Do any or many CC board members “prep” for a disaster in terms of having an emergency food supply?
A lot of people do this. My understanding is that Mormons are strongly encouraged by church leadership to have a year’s food supply.
I don’t have a year’s worth of food, but I would guess I do have two or three month’s worth. Virtually all of this food is non-perishable food that I buy on sale. For example, if pasta is on sale for 50 cents a pound (or sometimes 38 cents for 12 ounces) I’ll buy 30 or 40 pounds. When cheese is $3 a pound I’ll buy enough so that we have 20 pounds in the refrigerator. Last year our local grocery had sugar for a dollar per four-pound bag; I bought 20 bags and wish I had bought way more, since it keeps forever.
You get the idea. We have a very full pantry, mostly composed of deeply discounted groceries with very long shelf lives. Part of my motivation is that we save a lot of money by stocking up on on-sale groceries, but I am also motivated by the desire to keep eating in the event of a natural disaster or civil unrest. Having lots of food on hand is really the only “prep” that I do for a disaster. I know lots of people do more.
If the grocery shelves were to be empty tomorrow, how long could your family survive living mostly on what you’ve got in your pantry today? Just curious.
If it were winter, I would have more because we occasionally get snowed in. But it would all consist of peanut butter, crackers, canned food with tops you can pull off, and other things that require no cooking and no refrigeration.
I don’t see the point of buying things like pasta that have to be cooked or things like milk that have to be refrigerated because the electric power in our neighborhood goes off pretty regularly in any kind of storm and sometimes even if there isn’t one.
There are at least 6 boxes of half-eaten boxes of stale cereal the kids picked out at the beginning of summer. Adding in the soup varieties no one will eat in the cupboard, and the various items languishing in the freezer, three of us would survive for a couple months no problem. Unfortunately, my youngest daughter would only last about a week because none of those things would pass her lips. She could probably scrounge up some leftover holiday candy though to last a little longer.
I’ve lived in central Utah for 23 years. This is true, and quite a few do it.
In typical new house construction, the area under the front porch will be a part of the basement, but without HVAC. The porch will be a slab of concrete. This creates a water-tight space that is warm enough not to freeze, but cool enough for long-term storage. A lot of Utahns are avid gardeners and do a lot of their own canning. Some local businesses specialize in 30-gallon drums of oats and such.
It would depend on if power went out and if I could use the stuff in my freezer or not. Possibly a couple of weeks if we didn’t mind eating stale bread or moldy cheese. I have a small galley kitchen with little storage. I do have a hand held can opener I could use on cans that don’t have a pull tab.

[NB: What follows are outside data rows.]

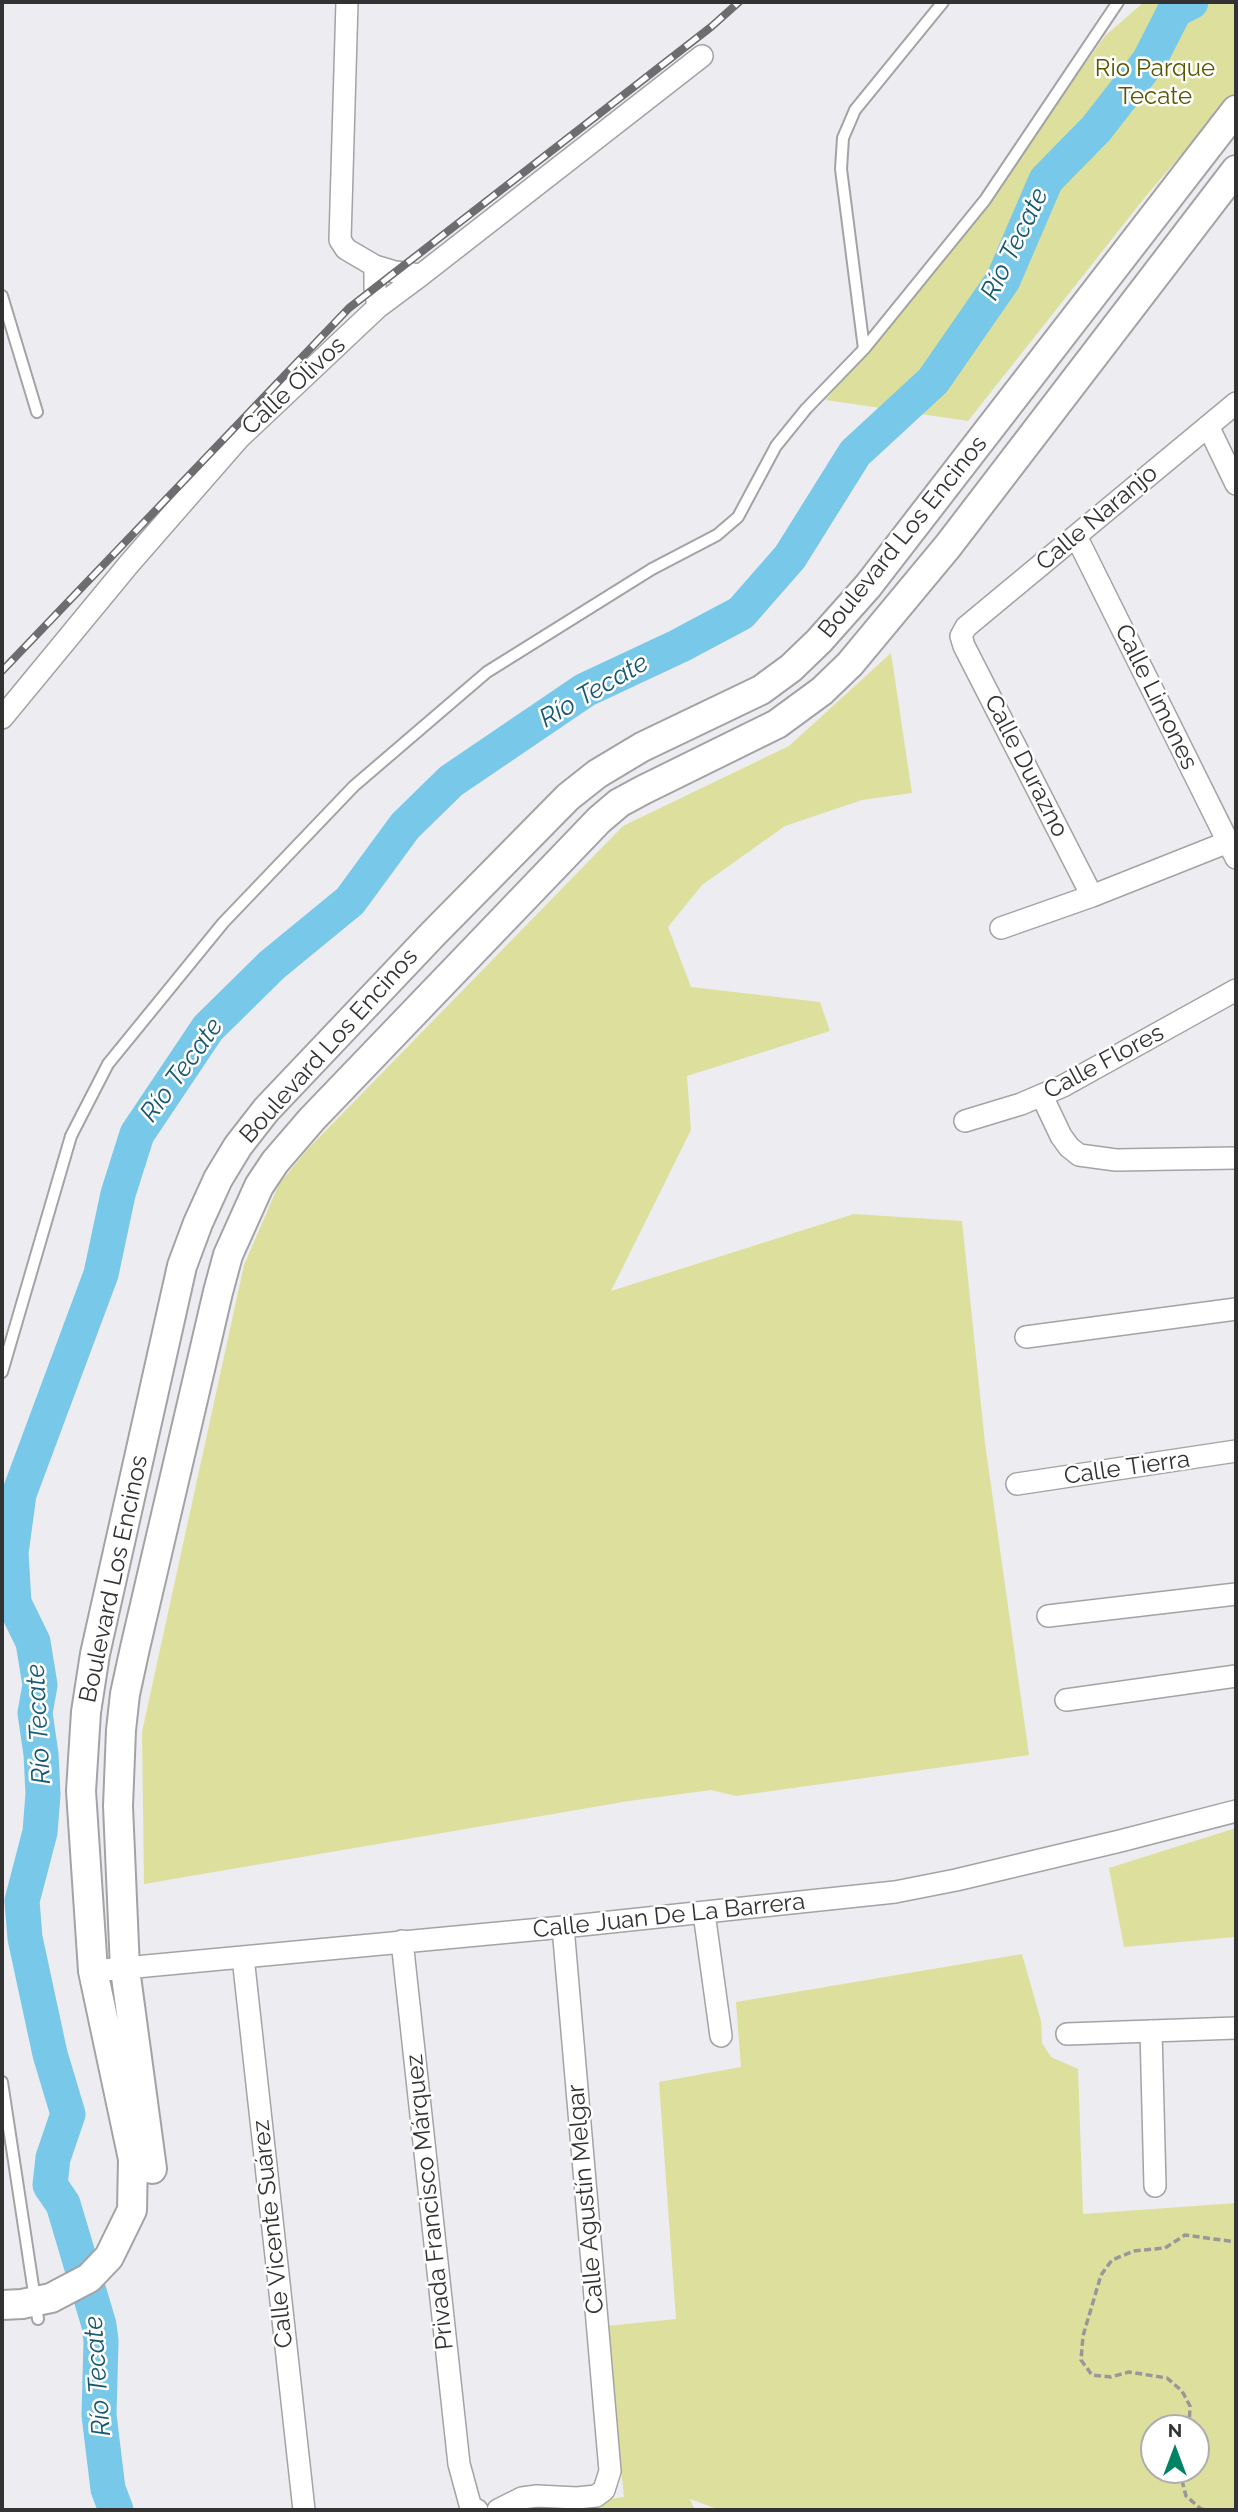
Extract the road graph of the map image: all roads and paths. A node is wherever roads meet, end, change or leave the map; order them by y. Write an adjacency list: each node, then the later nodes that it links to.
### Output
1 (347, 2): 7 (street)
2 (943, 2): 11 (lane)
3 (1118, 2): 11 (lane)
4 (702, 56): 8 (street, Calle Olivos)
5 (1236, 110): 16 (main road, Boulevard Los Encinos)
6 (1236, 170): 18 (main road, Boulevard Los Encinos)
7 (375, 266): 8 (street); 10 (street)
8 (421, 275): 10 (street, Calle Olivos)
9 (2, 296): 13 (lane)
10 (378, 307): 20 (street, Calle Olivos)
11 (864, 349): 30 (lane)
12 (1236, 403): 14 (street, Calle Naranjo)
13 (37, 412)
14 (1208, 426): 15 (street); 17 (street, Calle Naranjo)
15 (1236, 484)
16 (916, 525): 18 (main road); 43 (main road, Boulevard Los Encinos)
17 (1076, 536): 19 (street, Calle Naranjo); 21 (street, Calle Limones)
18 (947, 546): 42 (main road, Boulevard Los Encinos)
19 (961, 636): 22 (street, Calle Durazno)
20 (3, 717)
21 (1232, 850): 22 (street)
22 (1092, 895): 23 (street)
23 (1001, 928)
24 (1236, 990): 25 (street, Calle Flores)
25 (1042, 1096): 26 (street, Calle Flores); 27 (street)
26 (965, 1121)
27 (1236, 1158)
28 (1236, 1309): 29 (street)
29 (1026, 1337)
30 (2, 1372)
31 (1236, 1451): 32 (street, Calle Tierra)
32 (1017, 1484)
33 (1236, 1594): 34 (street)
34 (1048, 1616)
35 (1236, 1676): 36 (street)
36 (1066, 1700)
37 (1236, 1811): 38 (street, Calle Juan De La Barrera)
38 (704, 1913): 39 (street, Calle Juan De La Barrera); 47 (street)
39 (563, 1927): 40 (street, Calle Juan De La Barrera); 60 (street, Calle Agustín Melgar)
40 (402, 1941): 41 (street, Calle Juan De La Barrera); 59 (street, Privada Francisco Márquez)
41 (243, 1957): 42 (street, Calle Juan De La Barrera); 58 (street, Calle Vicente Suárez)
42 (125, 1969): 43 (street, Calle Juan De La Barrera); 52 (main road, Boulevard Los Encinos)
43 (93, 1971): 52 (main road, Boulevard Los Encinos)
44 (1236, 2028): 45 (street)
45 (1151, 2031): 46 (street); 50 (street)
46 (1067, 2035)
47 (721, 2036)
48 (2, 2082): 49 (lane)
49 (4, 2124): 54 (lane)
50 (1155, 2186)
51 (1236, 2242): 56 (path)
52 (124, 2251): 54 (main road, Boulevard Los Encinos)
53 (2, 2305): 54 (main road, Boulevard Los Encinos)
54 (45, 2309): 55 (main road, Boulevard Los Encinos)
55 (2, 2322)
56 (1190, 2414)
57 (1183, 2484): 61 (path)
58 (304, 2510)
59 (477, 2510)
60 (498, 2510)
61 (1210, 2510)

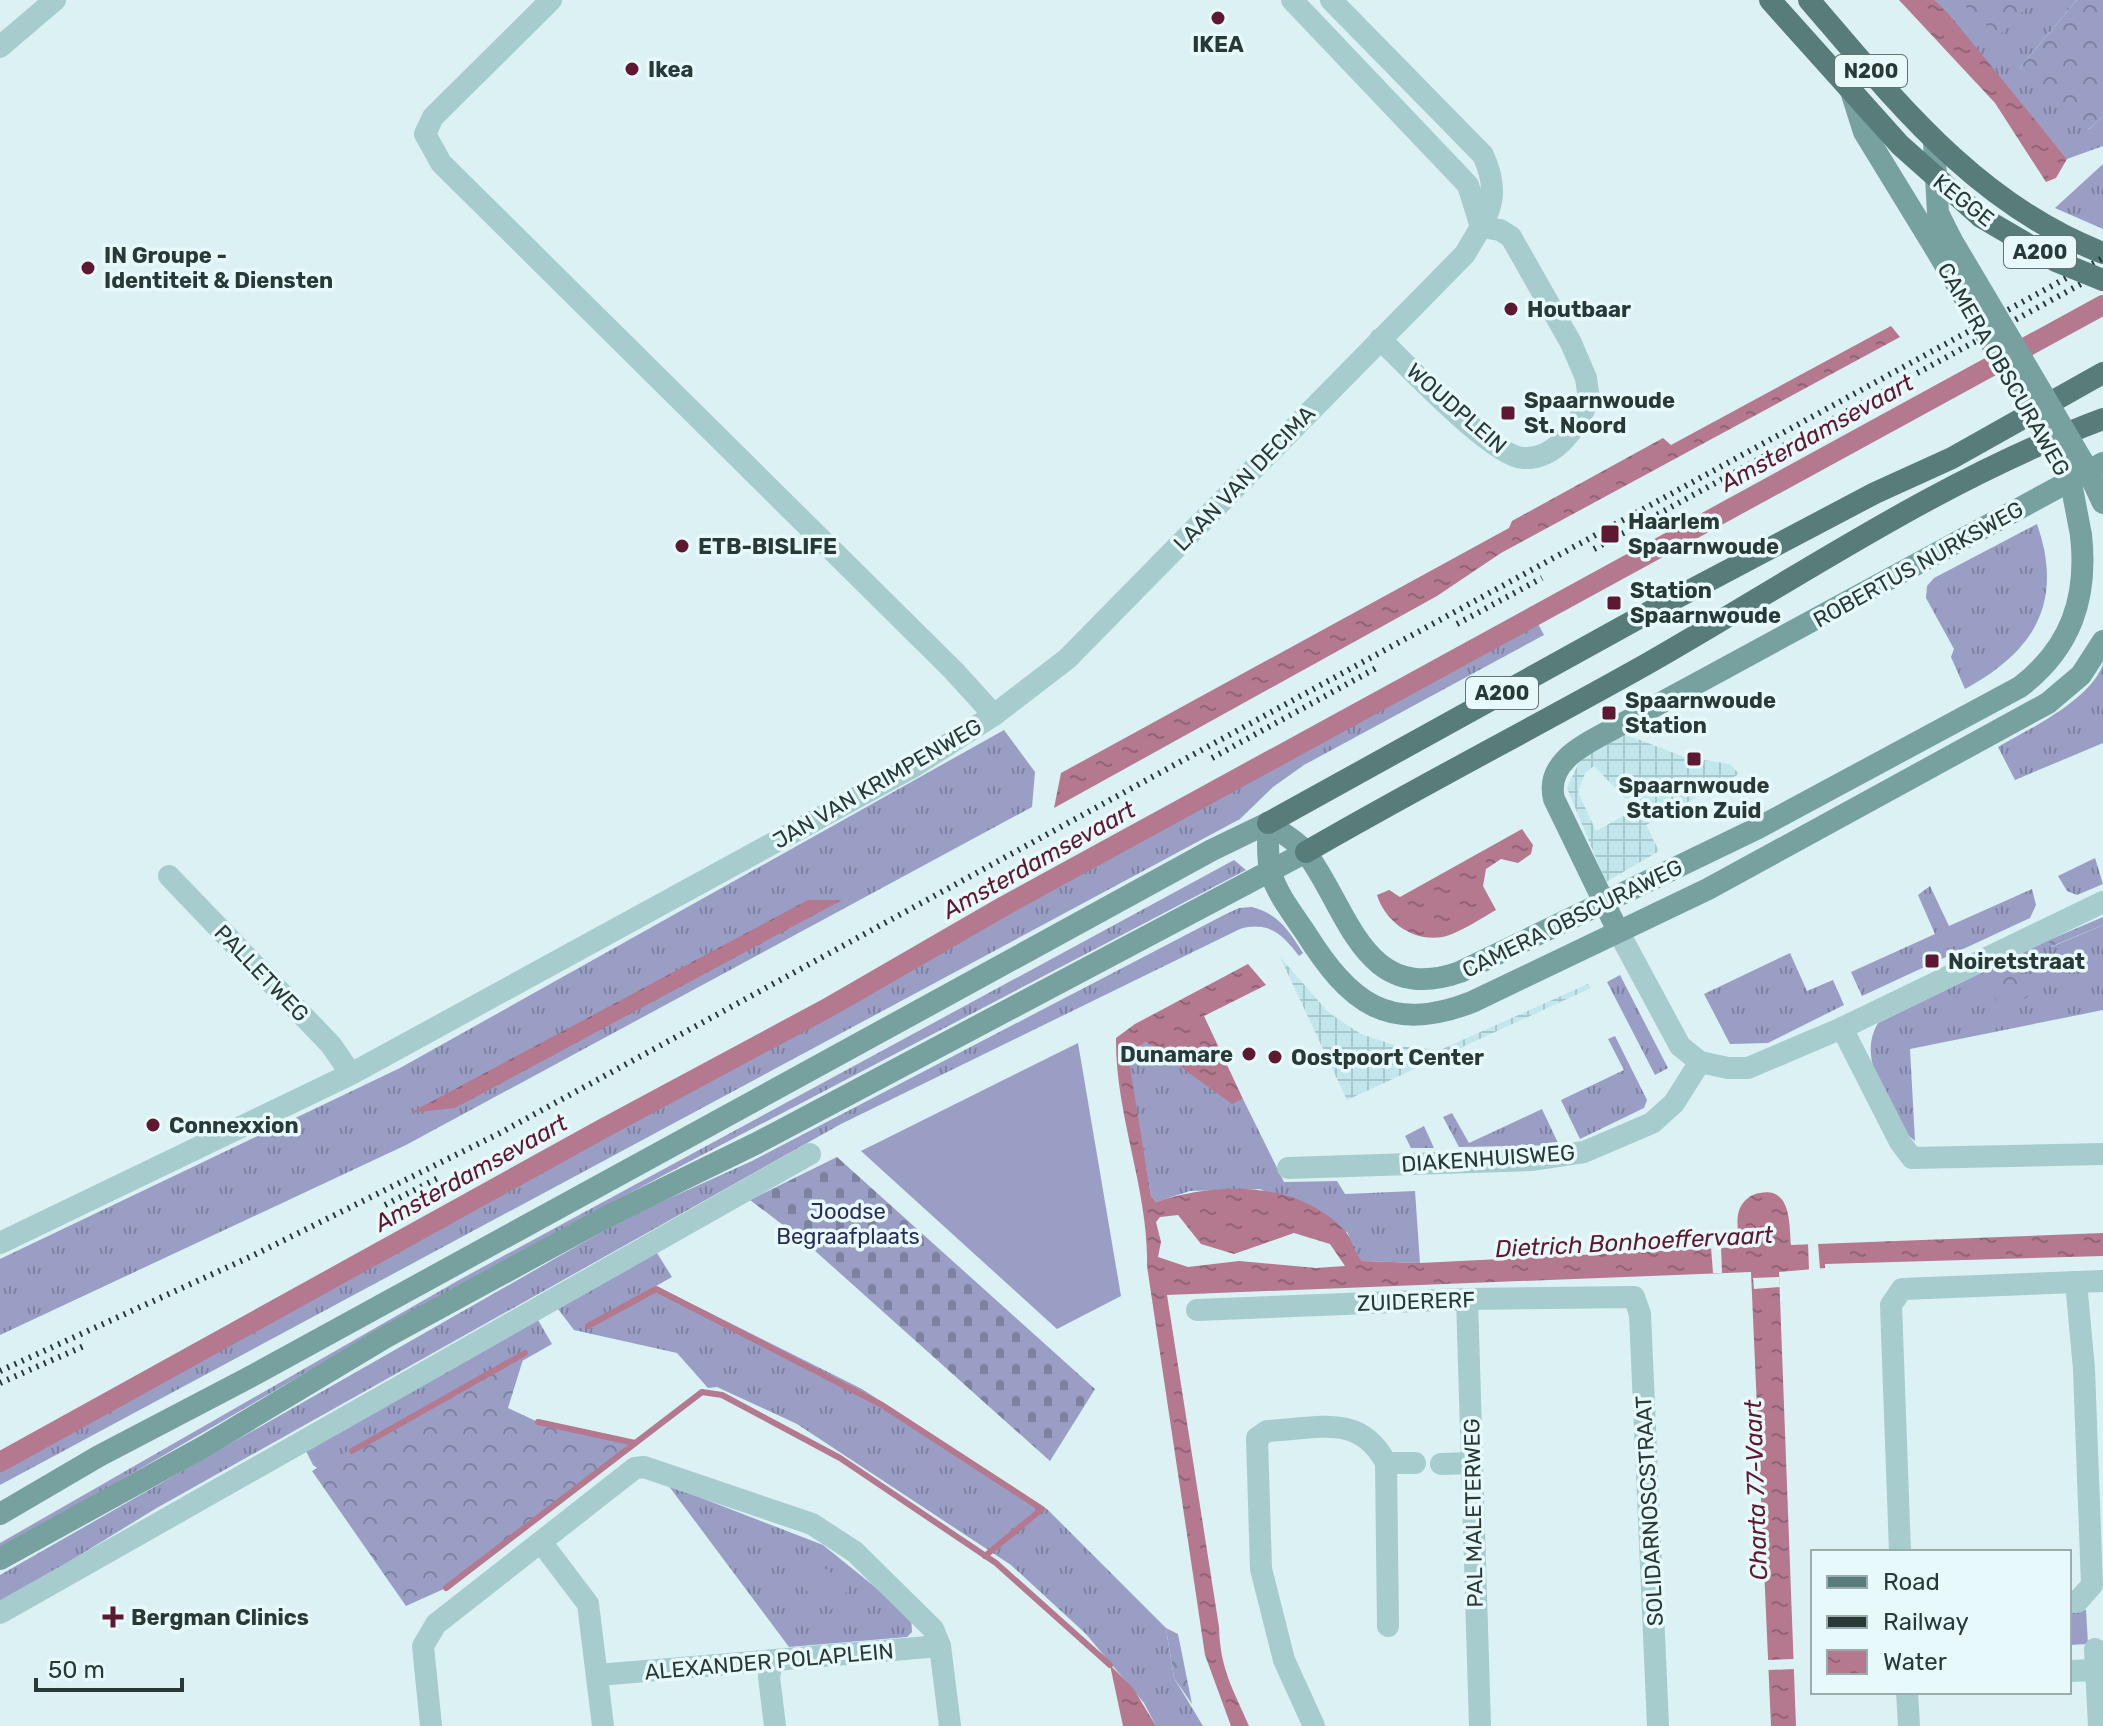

I’ve wondered about this too. We waste a lot of food in how we eat now that if we were in a disaster situation we wouldn’t. People would eat others’ food they didn’t finish at dinner. People would make sure to eat any leftovers and not let fruits/veg etc go bad (or more likely go ignored in the fridge). They wouldn’t dump half empty bowls of cereal and soup. They wouldn’t try to live off “snacks.” Right now I have about a dozen dead tangelos, at least two dinners of leftovers, and a lots of fading salad makings at our house. None of which we will likely eat.
I’d guess we could go 6 weeks or more of a restrained diet in an emergency. But we’d run out of cheezits in about 3 days.
We have a gas stove, so in disasters involving only electricity we could still cook. We also have a generator that would keep one of our refrigerators going for a few days. One of the few items I buy that isn’t deeply discounted is that I try to keep a few cartons of shelf-stable milk on hand. This comes in handy when we run or the milk in the fridge goes bad.
If the situation were bad enough, at some point we would be reduced to using our outdoor grill as a stove and oven, and would have to cook over a wood fire. My understanding is that people did this at one time.
@BunsenBurner provided a link to Costo emergency food supplies. My view is such things end up costing a lot of money, since many will never be eaten except in a disaster. If I have 50 pounds of rice, pasta, sugar, etc., I’m going to eat it one way or the other.
Right, one of the things I insist upon is the food rotates in and rotates out. Nothing in our house probably stays in the cupboard or freezer for much longer than 3 months. Maybe that turkey chili I hate…
I wish I was better at this, though I do buy big quantities of rice and sugar. Living in southern Florida it’s hard to store much food. We are very prone to bugs, and it’s quite humid. Our garage is a bedroom so we don’t have room for an extra freezer.
I like the idea of buying things that you would use anyway.
My point is that emergency freeze-dried food can be stored a loooong time without taking up much space and needing special storage conditions (and makes easy camping dinners, too). For folks who live in disaster prone zones, it might make sense to have one of those buckets instead of compromising their nutrition by buying and living off empty carbs like potatoes, pasta, etc. which they buy to serve the dual purpose.
What is even more important than food is clean potable water.